§ **Task data**:

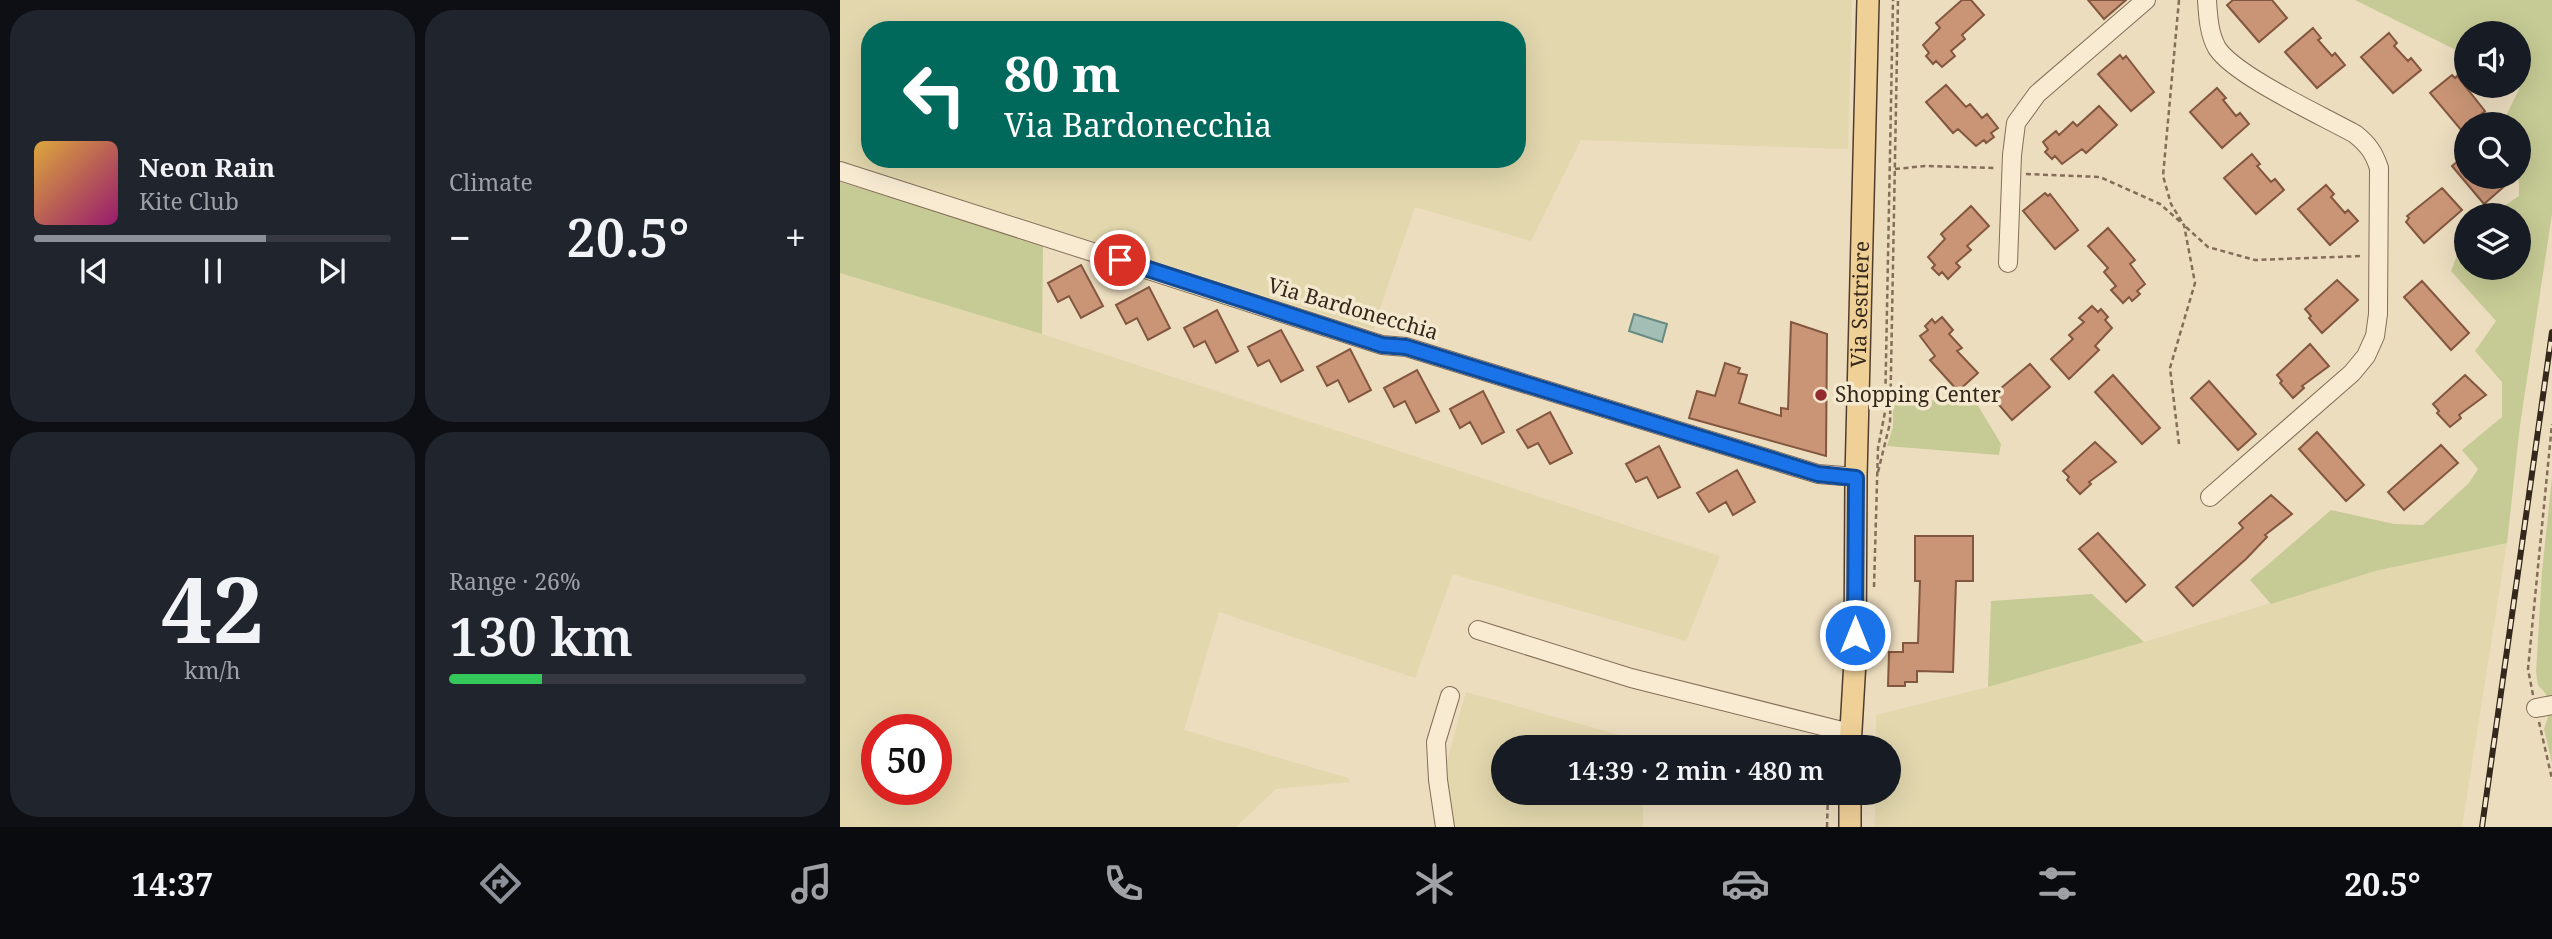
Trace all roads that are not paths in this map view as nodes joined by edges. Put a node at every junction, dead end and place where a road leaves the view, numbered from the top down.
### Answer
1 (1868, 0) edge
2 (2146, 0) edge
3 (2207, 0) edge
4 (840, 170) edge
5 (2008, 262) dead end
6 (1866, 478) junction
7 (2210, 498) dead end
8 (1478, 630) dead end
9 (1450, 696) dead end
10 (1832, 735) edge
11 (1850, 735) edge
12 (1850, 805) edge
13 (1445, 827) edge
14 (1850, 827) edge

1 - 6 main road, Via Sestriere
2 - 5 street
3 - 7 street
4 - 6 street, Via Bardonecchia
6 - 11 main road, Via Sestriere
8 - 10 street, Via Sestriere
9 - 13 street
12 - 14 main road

* * *

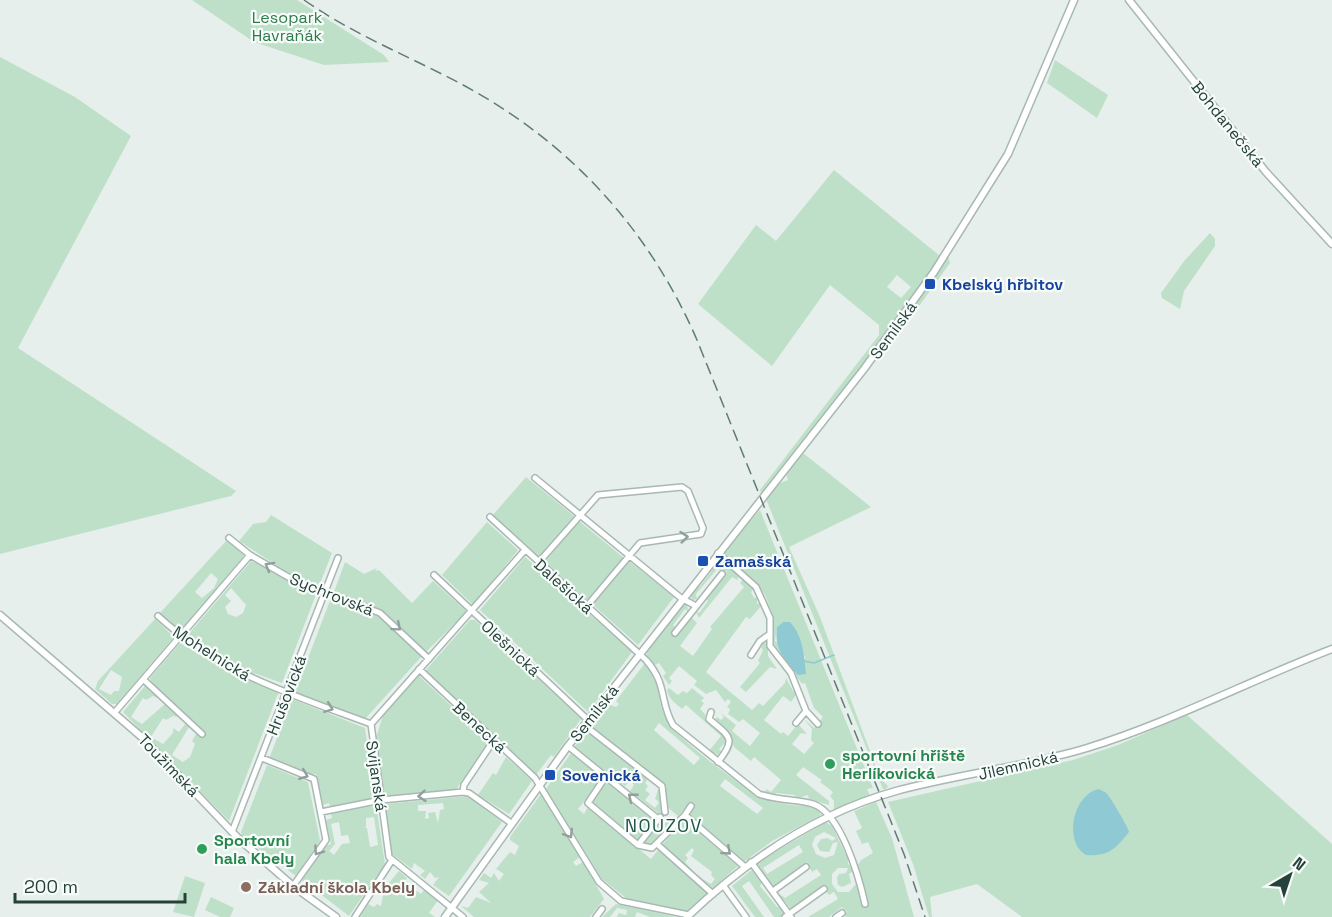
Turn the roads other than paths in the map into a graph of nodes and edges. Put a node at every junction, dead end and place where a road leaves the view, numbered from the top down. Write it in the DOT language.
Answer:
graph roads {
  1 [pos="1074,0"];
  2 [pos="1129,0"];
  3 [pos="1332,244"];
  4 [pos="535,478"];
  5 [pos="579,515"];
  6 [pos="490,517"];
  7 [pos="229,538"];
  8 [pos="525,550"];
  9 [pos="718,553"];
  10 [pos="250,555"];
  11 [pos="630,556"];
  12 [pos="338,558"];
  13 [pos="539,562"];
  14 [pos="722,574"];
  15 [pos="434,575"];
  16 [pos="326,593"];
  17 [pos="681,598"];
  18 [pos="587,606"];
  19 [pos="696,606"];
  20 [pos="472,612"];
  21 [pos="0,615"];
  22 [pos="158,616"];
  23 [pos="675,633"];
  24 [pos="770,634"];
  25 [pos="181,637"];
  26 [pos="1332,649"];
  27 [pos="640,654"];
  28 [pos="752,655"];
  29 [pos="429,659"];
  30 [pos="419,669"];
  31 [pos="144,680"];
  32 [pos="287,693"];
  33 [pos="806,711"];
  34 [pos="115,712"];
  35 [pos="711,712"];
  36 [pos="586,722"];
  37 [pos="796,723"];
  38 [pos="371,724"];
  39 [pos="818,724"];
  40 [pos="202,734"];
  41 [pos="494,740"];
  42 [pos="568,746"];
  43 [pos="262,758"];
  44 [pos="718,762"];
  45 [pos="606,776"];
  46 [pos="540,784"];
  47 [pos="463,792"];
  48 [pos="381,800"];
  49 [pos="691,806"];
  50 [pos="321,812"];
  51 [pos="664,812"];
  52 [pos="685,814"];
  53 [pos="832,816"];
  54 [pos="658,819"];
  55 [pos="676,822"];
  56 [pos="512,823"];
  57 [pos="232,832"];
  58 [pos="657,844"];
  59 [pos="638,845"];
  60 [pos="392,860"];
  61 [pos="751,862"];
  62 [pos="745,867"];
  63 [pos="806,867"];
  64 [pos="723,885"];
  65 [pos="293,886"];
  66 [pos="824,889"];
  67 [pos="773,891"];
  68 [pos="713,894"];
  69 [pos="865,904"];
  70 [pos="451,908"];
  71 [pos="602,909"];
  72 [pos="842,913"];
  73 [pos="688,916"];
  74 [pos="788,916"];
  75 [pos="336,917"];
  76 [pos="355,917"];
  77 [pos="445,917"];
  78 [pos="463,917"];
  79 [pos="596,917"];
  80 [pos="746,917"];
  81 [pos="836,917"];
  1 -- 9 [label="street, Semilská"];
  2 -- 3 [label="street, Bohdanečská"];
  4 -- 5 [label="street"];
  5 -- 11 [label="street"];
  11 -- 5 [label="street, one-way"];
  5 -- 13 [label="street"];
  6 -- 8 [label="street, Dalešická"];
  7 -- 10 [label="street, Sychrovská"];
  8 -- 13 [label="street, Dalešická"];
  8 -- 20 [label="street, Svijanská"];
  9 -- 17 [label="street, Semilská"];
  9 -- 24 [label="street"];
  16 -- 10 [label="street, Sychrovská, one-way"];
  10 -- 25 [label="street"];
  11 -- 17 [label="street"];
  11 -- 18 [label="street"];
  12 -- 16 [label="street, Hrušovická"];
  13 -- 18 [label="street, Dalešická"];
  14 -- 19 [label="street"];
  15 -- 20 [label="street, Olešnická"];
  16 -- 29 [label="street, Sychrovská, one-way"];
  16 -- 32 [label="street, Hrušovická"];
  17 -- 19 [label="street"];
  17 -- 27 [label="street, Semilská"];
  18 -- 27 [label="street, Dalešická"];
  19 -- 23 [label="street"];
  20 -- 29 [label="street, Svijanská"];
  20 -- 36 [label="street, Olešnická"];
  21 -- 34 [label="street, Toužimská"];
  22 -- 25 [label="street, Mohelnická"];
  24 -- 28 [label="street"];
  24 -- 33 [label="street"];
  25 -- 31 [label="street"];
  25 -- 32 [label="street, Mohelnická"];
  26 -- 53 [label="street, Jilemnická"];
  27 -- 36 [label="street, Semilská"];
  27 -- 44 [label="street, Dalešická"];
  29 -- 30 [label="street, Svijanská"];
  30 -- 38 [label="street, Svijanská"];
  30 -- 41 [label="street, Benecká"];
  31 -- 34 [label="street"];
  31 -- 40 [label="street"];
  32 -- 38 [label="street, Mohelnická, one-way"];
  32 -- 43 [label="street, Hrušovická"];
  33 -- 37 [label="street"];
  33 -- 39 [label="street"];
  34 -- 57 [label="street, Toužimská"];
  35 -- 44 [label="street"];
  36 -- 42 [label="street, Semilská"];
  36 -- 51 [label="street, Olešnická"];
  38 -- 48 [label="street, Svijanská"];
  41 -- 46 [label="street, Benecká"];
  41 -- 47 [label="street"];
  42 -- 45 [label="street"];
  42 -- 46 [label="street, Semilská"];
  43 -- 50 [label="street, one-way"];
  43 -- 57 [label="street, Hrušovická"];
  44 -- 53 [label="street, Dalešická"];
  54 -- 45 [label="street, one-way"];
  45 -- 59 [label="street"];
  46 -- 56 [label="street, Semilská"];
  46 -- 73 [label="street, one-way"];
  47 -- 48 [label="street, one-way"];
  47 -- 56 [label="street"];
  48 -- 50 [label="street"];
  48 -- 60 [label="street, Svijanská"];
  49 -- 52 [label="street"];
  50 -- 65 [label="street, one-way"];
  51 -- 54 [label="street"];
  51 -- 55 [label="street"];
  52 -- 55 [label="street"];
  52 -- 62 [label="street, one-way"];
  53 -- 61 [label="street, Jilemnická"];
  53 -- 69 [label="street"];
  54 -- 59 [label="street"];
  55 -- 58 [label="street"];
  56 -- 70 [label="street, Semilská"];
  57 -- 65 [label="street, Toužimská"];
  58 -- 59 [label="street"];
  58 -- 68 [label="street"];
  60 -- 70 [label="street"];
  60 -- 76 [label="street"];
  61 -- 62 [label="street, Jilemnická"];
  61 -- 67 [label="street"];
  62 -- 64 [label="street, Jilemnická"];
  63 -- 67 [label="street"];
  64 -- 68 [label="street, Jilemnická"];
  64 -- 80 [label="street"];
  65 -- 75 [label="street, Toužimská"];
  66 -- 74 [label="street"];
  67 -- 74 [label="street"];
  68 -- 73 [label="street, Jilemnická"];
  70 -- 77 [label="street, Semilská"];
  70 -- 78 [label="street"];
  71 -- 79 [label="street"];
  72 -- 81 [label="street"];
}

§ **Work item**: Search the data for "where". Copy every line that has it.

§ **Answer to the exercise**:
Trace all roads that are not paths in this map view as nodes joined by edges. Put a node at every junction, dead end and place where a road leaves the view, numbered from the top down.
Turn the roads other than paths in the map into a graph of nodes and edges. Put a node at every junction, dead end and place where a road leaves the view, numbered from the top down. Write it in the DOT language.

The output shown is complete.